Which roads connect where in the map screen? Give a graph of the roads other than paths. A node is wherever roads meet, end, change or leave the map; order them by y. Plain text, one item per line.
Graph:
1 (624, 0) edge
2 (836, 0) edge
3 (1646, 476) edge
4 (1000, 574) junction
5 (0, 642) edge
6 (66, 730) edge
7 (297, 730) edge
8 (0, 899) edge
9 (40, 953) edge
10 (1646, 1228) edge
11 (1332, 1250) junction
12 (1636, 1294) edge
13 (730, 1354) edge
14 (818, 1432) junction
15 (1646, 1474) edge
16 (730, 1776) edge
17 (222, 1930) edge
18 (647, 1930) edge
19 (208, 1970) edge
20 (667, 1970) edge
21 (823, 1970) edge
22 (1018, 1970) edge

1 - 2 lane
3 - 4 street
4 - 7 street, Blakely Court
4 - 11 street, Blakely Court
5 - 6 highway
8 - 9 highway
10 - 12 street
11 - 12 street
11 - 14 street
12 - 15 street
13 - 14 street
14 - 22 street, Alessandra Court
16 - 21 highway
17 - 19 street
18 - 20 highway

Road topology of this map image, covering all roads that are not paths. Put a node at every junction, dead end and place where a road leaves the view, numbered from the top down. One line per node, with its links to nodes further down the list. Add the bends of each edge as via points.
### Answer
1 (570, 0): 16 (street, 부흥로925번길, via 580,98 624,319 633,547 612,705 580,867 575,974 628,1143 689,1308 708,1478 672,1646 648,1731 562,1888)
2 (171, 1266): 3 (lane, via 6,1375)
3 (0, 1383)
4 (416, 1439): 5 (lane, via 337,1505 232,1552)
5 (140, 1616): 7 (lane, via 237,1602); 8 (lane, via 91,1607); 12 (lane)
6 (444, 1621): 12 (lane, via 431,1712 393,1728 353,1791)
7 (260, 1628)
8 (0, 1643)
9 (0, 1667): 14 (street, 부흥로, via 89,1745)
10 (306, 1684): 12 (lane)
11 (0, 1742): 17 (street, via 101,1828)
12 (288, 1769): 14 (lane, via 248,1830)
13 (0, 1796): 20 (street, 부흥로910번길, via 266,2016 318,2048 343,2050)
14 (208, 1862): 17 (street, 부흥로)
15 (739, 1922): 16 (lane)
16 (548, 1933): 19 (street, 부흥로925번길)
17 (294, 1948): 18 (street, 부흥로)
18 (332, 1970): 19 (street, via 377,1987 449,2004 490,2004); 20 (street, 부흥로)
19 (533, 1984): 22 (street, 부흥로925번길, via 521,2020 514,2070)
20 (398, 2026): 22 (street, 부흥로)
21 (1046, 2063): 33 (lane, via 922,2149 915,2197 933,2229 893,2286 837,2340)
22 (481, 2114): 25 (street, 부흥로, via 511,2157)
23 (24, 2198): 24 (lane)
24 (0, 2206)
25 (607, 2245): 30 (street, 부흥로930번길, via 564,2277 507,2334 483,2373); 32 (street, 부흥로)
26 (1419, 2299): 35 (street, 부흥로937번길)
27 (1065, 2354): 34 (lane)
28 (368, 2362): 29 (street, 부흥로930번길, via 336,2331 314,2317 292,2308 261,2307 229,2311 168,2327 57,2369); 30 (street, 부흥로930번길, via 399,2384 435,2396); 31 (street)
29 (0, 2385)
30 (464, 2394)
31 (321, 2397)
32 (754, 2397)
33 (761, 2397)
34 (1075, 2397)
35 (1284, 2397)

--------

What is being asked:
Your task is to transcribe the listing above in full and exactly.

Solved problem:
Which roads connect where in the map screen? Give a graph of the roads other than paths. A node is wherever roads meet, end, change or leave the map; order them by y. Plain text, one item per line.
Graph:
1 (624, 0) edge
2 (836, 0) edge
3 (1646, 476) edge
4 (1000, 574) junction
5 (0, 642) edge
6 (66, 730) edge
7 (297, 730) edge
8 (0, 899) edge
9 (40, 953) edge
10 (1646, 1228) edge
11 (1332, 1250) junction
12 (1636, 1294) edge
13 (730, 1354) edge
14 (818, 1432) junction
15 (1646, 1474) edge
16 (730, 1776) edge
17 (222, 1930) edge
18 (647, 1930) edge
19 (208, 1970) edge
20 (667, 1970) edge
21 (823, 1970) edge
22 (1018, 1970) edge

1 - 2 lane
3 - 4 street
4 - 7 street, Blakely Court
4 - 11 street, Blakely Court
5 - 6 highway
8 - 9 highway
10 - 12 street
11 - 12 street
11 - 14 street
12 - 15 street
13 - 14 street
14 - 22 street, Alessandra Court
16 - 21 highway
17 - 19 street
18 - 20 highway

Road topology of this map image, covering all roads that are not paths. Put a node at every junction, dead end and place where a road leaves the view, numbered from the top down. One line per node, with its links to nodes further down the list. Add the bends of each edge as via points.
### Answer
1 (570, 0): 16 (street, 부흥로925번길, via 580,98 624,319 633,547 612,705 580,867 575,974 628,1143 689,1308 708,1478 672,1646 648,1731 562,1888)
2 (171, 1266): 3 (lane, via 6,1375)
3 (0, 1383)
4 (416, 1439): 5 (lane, via 337,1505 232,1552)
5 (140, 1616): 7 (lane, via 237,1602); 8 (lane, via 91,1607); 12 (lane)
6 (444, 1621): 12 (lane, via 431,1712 393,1728 353,1791)
7 (260, 1628)
8 (0, 1643)
9 (0, 1667): 14 (street, 부흥로, via 89,1745)
10 (306, 1684): 12 (lane)
11 (0, 1742): 17 (street, via 101,1828)
12 (288, 1769): 14 (lane, via 248,1830)
13 (0, 1796): 20 (street, 부흥로910번길, via 266,2016 318,2048 343,2050)
14 (208, 1862): 17 (street, 부흥로)
15 (739, 1922): 16 (lane)
16 (548, 1933): 19 (street, 부흥로925번길)
17 (294, 1948): 18 (street, 부흥로)
18 (332, 1970): 19 (street, via 377,1987 449,2004 490,2004); 20 (street, 부흥로)
19 (533, 1984): 22 (street, 부흥로925번길, via 521,2020 514,2070)
20 (398, 2026): 22 (street, 부흥로)
21 (1046, 2063): 33 (lane, via 922,2149 915,2197 933,2229 893,2286 837,2340)
22 (481, 2114): 25 (street, 부흥로, via 511,2157)
23 (24, 2198): 24 (lane)
24 (0, 2206)
25 (607, 2245): 30 (street, 부흥로930번길, via 564,2277 507,2334 483,2373); 32 (street, 부흥로)
26 (1419, 2299): 35 (street, 부흥로937번길)
27 (1065, 2354): 34 (lane)
28 (368, 2362): 29 (street, 부흥로930번길, via 336,2331 314,2317 292,2308 261,2307 229,2311 168,2327 57,2369); 30 (street, 부흥로930번길, via 399,2384 435,2396); 31 (street)
29 (0, 2385)
30 (464, 2394)
31 (321, 2397)
32 (754, 2397)
33 (761, 2397)
34 (1075, 2397)
35 (1284, 2397)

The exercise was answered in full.